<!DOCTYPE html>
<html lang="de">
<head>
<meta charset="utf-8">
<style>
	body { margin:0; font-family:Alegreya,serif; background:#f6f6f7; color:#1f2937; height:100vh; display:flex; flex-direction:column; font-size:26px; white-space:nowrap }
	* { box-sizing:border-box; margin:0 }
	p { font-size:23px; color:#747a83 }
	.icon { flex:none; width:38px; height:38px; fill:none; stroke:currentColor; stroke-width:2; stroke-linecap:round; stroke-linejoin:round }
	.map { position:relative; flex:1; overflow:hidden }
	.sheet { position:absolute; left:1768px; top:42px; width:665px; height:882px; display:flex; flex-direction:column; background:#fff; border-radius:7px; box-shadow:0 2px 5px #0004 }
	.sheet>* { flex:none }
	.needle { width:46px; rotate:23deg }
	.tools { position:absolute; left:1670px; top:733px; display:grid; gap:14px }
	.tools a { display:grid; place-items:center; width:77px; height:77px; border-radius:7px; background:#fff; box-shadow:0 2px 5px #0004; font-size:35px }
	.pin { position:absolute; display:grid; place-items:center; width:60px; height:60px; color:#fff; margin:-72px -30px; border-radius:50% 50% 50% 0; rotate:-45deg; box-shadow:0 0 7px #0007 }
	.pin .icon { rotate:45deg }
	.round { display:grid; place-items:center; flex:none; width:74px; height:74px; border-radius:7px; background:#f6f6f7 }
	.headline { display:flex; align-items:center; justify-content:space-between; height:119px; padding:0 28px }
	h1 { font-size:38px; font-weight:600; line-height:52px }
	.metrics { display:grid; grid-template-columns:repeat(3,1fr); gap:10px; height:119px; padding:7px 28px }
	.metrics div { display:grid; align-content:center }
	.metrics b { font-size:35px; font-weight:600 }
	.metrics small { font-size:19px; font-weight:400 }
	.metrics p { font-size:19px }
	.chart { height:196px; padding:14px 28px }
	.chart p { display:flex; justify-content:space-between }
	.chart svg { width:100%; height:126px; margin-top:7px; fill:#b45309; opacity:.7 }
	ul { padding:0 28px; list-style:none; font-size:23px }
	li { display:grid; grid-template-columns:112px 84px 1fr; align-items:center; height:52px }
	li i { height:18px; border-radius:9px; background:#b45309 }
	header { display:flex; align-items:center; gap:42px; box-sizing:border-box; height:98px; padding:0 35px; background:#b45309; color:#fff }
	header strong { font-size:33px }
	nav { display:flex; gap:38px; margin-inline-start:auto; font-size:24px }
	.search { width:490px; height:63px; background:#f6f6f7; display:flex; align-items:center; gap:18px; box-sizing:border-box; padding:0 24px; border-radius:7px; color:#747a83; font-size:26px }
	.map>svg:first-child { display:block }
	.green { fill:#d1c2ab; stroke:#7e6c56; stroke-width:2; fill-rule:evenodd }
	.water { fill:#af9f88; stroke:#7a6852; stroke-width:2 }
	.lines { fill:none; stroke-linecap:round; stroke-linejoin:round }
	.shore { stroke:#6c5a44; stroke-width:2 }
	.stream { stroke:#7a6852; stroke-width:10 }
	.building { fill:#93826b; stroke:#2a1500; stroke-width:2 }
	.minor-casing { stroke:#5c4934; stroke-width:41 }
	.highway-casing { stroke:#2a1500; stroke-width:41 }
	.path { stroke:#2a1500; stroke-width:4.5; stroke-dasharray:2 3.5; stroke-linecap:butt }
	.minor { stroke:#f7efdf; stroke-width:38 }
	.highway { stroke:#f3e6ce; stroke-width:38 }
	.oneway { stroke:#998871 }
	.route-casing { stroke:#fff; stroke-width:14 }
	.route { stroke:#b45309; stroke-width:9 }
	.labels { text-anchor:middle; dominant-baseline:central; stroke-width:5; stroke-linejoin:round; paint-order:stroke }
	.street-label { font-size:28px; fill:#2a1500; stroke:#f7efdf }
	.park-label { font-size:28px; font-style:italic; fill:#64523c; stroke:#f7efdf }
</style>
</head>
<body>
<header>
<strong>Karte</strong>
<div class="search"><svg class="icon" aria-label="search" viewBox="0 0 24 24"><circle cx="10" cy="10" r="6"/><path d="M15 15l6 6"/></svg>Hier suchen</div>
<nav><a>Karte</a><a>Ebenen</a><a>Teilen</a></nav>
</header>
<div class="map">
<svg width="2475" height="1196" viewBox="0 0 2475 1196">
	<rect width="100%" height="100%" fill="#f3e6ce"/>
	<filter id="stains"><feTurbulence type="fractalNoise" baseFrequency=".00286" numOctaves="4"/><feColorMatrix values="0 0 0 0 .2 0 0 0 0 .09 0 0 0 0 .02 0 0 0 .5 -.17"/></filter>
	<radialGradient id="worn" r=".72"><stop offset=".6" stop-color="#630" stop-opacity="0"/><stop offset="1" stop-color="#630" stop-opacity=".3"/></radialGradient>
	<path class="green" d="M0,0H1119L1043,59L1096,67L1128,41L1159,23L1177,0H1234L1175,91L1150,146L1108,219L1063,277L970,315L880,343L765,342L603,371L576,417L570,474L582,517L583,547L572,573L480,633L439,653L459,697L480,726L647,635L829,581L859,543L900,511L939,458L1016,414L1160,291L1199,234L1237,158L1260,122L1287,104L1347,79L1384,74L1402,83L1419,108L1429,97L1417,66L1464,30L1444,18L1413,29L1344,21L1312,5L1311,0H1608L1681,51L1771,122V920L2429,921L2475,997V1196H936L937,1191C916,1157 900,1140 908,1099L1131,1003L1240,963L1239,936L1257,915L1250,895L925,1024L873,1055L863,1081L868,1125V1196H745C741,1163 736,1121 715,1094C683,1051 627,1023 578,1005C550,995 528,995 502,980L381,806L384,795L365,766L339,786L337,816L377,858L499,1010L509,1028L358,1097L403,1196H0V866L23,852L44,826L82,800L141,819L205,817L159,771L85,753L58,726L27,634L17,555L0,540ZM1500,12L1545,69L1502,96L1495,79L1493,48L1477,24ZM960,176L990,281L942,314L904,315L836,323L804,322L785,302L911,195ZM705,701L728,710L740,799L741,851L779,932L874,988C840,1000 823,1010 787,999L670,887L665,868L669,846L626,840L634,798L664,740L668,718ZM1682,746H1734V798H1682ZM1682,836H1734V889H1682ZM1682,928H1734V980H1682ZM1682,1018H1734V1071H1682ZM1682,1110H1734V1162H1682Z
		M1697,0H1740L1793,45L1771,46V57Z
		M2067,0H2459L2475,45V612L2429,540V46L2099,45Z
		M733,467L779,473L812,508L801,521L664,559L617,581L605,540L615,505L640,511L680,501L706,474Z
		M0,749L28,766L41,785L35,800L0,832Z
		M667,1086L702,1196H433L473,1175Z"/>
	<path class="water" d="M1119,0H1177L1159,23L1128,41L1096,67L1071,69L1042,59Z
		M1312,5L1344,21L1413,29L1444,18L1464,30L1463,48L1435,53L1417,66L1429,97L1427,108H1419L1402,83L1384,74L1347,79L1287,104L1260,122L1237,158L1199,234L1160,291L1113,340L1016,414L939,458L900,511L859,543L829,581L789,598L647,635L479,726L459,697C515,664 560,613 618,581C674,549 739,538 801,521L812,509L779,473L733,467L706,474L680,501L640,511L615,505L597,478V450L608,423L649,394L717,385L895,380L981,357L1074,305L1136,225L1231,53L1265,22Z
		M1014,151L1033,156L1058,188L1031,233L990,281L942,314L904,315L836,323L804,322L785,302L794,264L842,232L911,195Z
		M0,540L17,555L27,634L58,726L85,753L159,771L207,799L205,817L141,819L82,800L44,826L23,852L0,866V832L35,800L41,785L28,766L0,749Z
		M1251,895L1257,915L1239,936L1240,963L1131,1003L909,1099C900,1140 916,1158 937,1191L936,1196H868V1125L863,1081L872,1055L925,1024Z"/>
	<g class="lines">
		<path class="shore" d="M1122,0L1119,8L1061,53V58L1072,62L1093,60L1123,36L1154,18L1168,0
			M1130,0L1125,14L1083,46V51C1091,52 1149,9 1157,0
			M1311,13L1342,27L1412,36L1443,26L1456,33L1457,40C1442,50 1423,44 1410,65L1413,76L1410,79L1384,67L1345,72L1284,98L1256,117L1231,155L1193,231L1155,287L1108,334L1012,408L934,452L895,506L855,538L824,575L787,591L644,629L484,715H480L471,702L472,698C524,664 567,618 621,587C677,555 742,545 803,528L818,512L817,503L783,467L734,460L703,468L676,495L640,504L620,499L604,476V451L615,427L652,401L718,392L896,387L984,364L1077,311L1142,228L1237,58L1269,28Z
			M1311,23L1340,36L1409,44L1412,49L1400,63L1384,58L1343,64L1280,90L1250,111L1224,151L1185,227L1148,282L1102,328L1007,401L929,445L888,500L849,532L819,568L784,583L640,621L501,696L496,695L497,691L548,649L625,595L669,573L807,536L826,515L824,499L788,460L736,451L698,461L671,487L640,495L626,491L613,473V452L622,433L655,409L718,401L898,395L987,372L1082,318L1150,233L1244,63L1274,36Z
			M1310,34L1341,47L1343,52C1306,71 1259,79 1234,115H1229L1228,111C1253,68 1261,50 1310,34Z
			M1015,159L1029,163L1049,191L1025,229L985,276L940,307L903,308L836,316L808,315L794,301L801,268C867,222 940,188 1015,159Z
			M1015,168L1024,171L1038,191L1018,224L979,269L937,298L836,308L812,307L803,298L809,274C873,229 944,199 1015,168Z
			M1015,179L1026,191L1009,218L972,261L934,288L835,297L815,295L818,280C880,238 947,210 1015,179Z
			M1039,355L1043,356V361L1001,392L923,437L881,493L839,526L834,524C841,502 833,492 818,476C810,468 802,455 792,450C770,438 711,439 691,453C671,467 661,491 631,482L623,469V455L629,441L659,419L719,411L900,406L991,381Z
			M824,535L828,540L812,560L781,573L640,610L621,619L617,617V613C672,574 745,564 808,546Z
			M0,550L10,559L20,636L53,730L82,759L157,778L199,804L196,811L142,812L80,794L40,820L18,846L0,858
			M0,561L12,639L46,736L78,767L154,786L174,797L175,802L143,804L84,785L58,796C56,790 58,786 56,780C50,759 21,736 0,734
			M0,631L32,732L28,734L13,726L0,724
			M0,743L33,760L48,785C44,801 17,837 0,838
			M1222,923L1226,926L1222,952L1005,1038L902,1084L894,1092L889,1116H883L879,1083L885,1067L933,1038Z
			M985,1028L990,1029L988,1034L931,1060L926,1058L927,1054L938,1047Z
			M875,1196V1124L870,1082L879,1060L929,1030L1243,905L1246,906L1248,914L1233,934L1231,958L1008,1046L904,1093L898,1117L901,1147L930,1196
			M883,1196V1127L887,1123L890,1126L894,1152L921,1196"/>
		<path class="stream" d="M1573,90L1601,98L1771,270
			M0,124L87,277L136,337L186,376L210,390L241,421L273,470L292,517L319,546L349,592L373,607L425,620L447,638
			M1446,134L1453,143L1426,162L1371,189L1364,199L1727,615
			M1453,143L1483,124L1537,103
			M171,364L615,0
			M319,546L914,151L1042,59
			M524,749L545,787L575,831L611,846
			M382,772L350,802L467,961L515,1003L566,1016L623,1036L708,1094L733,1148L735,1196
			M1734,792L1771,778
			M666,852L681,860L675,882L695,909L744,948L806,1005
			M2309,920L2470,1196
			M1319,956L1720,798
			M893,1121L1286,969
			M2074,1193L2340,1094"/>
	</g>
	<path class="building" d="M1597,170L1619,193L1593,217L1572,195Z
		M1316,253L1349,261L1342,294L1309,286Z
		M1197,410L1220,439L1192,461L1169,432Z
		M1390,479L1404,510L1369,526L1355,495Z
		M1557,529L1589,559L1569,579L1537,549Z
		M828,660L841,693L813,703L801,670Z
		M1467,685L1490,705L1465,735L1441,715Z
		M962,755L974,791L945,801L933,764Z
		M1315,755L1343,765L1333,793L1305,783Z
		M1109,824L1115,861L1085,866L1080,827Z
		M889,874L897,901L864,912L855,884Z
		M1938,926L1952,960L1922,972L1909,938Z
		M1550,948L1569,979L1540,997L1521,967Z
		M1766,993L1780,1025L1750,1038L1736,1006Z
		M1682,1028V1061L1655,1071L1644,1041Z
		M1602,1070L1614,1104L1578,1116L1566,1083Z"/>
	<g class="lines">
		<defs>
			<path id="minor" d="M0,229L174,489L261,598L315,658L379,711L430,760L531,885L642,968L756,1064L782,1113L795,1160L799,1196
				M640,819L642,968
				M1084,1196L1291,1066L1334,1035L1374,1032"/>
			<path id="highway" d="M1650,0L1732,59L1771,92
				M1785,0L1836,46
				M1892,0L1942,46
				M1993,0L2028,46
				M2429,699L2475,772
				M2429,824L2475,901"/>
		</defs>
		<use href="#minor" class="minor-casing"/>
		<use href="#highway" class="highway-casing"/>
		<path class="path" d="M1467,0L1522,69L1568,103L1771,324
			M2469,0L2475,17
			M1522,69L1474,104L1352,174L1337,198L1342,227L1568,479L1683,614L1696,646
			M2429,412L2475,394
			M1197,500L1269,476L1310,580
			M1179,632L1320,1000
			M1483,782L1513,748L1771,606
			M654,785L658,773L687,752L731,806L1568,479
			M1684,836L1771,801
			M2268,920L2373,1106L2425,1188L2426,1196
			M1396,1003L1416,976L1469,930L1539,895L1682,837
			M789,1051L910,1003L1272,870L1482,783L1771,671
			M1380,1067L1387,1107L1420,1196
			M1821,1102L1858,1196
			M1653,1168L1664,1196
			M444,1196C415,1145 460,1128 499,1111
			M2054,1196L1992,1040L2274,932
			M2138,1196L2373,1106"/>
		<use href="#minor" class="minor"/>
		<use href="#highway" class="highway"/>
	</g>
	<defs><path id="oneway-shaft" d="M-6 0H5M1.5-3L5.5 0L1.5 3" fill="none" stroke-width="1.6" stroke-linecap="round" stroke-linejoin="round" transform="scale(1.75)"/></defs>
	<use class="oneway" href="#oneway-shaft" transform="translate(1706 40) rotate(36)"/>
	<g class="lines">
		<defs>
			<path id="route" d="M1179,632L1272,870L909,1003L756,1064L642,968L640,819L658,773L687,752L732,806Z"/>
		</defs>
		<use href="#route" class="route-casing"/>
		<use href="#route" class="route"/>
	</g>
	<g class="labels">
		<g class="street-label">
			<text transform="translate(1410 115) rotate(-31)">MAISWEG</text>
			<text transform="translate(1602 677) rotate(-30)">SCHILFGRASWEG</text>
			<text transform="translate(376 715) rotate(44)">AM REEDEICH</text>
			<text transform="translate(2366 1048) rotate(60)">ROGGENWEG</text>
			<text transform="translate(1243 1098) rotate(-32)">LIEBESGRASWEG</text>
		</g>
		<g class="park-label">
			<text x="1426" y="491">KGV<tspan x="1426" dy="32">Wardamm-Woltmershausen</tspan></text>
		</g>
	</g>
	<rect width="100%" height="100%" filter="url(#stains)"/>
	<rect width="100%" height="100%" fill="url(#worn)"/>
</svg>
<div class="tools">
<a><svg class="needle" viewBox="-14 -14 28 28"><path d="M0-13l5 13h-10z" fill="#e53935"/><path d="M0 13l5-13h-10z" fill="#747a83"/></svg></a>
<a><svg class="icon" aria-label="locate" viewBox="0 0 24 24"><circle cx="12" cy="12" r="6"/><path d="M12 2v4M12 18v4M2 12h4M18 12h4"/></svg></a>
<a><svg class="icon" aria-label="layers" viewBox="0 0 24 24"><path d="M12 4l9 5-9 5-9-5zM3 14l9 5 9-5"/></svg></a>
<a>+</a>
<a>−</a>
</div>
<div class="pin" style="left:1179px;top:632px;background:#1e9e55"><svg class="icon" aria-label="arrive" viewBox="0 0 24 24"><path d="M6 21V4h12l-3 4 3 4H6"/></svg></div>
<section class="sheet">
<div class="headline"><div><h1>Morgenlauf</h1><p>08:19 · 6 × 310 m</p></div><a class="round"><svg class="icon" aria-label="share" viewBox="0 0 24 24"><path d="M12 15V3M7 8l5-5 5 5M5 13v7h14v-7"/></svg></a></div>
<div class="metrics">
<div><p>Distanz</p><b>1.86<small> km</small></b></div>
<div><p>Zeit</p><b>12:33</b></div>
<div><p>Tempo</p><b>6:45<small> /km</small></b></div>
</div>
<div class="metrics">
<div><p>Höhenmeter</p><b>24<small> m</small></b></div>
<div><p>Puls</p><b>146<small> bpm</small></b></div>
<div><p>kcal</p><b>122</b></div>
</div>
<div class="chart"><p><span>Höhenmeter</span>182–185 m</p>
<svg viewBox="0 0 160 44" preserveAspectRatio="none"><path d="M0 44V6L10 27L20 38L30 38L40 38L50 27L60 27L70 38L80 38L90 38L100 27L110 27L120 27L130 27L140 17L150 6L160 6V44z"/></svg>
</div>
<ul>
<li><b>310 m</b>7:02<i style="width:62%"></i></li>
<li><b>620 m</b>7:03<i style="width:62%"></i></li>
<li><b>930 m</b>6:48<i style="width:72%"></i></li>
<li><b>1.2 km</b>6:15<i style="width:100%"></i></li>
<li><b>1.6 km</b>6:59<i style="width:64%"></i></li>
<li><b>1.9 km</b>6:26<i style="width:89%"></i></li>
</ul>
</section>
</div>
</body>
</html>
--
TASK STATEMENT:
Search the entries above for the word "circle", and copy every line where it occurs.

EXERCISE ANSWER:
<div class="search"><svg class="icon" aria-label="search" viewBox="0 0 24 24"><circle cx="10" cy="10" r="6"/><path d="M15 15l6 6"/></svg>Hier suchen</div>
<a><svg class="icon" aria-label="locate" viewBox="0 0 24 24"><circle cx="12" cy="12" r="6"/><path d="M12 2v4M12 18v4M2 12h4M18 12h4"/></svg></a>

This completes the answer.